- Outfielder / Pinch hitter
- Born: August 17, 1924 New York City, New York, U.S.
- Died: December 14, 1991 (aged 67) New York City, New York, U.S.
- Batted: RightThrew: Right

MLB debut
- April 17, 1951, for the St. Louis Cardinals

Last MLB appearance
- May 3, 1951, for the St. Louis Cardinals

MLB statistics
- Batting average: .000
- At bats: 5
- Runs scored: 0
- Stats at Baseball Reference

Teams
- St. Louis Cardinals (1951);

= Larry Ciaffone =

American baseball player (1924–1991)

Lawrence Thomas Ciaffone (August 17, 1924 – December 14, 1991), nicknamed "Symphony Larry", was an American professional baseball player whose ten-year playing career (1946–1955), largely as an outfielder, catcher and first baseman, included a six-game trial with the St. Louis Cardinals of Major League Baseball during the opening weeks of the season. Ciaffone threw and batted right-handed, stood 5 ft 9 in tall and weighed 185 lb.

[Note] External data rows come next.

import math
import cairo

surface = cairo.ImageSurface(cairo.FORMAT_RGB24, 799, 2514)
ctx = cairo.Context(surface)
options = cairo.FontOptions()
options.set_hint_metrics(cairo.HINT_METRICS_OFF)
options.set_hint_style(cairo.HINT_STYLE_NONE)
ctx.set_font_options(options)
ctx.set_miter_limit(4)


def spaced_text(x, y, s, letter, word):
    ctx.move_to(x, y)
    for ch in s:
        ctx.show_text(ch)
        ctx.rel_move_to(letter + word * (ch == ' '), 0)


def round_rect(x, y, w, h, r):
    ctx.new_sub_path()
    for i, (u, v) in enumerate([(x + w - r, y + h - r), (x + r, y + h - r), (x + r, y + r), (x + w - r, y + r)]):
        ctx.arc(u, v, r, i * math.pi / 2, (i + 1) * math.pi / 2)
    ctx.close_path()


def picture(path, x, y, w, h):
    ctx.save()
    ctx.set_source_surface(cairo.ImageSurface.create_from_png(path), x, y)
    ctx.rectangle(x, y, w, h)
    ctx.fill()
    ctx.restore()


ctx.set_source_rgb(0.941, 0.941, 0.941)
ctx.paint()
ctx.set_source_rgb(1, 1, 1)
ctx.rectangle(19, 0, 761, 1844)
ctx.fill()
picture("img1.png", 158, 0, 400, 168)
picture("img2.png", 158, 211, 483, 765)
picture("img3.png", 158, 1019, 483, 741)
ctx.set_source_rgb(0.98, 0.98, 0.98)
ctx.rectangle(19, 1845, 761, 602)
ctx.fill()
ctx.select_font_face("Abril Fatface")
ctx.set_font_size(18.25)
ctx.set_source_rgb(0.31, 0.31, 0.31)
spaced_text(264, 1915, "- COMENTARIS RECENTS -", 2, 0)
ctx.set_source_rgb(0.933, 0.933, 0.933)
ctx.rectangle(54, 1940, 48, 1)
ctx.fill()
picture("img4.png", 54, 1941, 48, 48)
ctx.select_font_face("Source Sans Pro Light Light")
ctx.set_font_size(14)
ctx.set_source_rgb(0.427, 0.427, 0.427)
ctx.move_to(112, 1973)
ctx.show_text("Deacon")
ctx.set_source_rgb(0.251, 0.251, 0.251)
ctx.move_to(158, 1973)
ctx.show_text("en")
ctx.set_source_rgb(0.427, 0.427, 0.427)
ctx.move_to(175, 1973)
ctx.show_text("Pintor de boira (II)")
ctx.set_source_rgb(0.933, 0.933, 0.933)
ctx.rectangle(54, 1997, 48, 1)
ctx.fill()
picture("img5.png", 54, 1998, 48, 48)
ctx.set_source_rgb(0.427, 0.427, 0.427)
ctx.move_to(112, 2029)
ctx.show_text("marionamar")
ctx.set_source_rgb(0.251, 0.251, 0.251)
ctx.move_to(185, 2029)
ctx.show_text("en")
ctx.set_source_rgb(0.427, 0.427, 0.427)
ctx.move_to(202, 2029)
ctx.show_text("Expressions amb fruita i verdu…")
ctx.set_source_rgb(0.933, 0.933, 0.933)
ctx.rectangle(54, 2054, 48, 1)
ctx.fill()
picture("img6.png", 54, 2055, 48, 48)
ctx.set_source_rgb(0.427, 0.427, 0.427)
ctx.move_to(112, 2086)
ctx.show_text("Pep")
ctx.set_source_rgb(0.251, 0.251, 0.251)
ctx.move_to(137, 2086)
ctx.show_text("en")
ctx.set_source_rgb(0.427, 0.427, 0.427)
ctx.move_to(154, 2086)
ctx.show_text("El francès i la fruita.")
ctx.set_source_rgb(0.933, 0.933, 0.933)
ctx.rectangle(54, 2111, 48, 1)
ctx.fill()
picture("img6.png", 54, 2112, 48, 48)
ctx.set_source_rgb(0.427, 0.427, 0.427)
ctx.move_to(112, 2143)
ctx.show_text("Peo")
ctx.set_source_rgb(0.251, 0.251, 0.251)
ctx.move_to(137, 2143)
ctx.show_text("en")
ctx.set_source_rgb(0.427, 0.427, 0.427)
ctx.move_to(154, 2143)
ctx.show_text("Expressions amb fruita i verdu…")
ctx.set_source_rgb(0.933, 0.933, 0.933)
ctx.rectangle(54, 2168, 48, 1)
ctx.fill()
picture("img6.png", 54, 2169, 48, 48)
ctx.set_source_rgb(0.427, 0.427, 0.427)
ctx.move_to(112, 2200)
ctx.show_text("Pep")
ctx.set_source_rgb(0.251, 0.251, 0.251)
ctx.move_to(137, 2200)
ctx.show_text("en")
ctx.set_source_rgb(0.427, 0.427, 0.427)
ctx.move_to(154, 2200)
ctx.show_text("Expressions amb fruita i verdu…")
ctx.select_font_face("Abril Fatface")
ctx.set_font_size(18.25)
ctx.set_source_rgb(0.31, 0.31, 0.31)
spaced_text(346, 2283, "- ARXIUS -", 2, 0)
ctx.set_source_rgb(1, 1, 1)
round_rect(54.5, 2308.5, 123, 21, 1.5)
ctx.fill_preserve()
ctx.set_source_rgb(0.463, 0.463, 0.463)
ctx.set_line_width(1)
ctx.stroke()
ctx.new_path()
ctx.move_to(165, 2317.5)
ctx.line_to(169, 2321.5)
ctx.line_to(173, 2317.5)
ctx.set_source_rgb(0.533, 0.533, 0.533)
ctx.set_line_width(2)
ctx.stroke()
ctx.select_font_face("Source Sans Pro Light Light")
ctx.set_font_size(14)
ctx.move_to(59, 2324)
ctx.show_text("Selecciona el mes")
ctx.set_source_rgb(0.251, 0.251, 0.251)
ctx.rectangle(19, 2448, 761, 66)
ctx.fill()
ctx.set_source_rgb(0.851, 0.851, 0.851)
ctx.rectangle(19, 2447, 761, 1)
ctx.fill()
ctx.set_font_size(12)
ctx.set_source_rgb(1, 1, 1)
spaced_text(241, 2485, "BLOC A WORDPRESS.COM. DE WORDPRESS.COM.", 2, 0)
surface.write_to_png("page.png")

Born in Brooklyn, New York, he attended Lafayette High School before transferring to Abraham Lincoln High School to be teammates with his cousin Frank Ciaffone, a star pitcher. Both signed with the Brooklyn Dodgers upon graduation but their baseball careers were delayed by military service in World War II. Larry entered the United States Army, and saw combat at the Battle of the Bulge in 1944–45. Frank enlisted in the United States Marines and was fatally wounded in the Battle of Iwo Jima on March 3, 1945.

Returning from wartime service at the age of 22, Larry Ciaffone began his playing career in the Brooklyn farm system, but was drafted by the Cardinals after only one season at the Class B level. He progressed through the Cardinal system, and after batting .324 for the Triple-A Rochester Red Wings in 1950, he made the Cardinals' early-season, 28-man roster in 1951. Ciaffone appeared in six games as a pinch hitter and substitute left fielder. He went hitless in five at bats with one base on balls, then returned to Rochester for the balance of the season.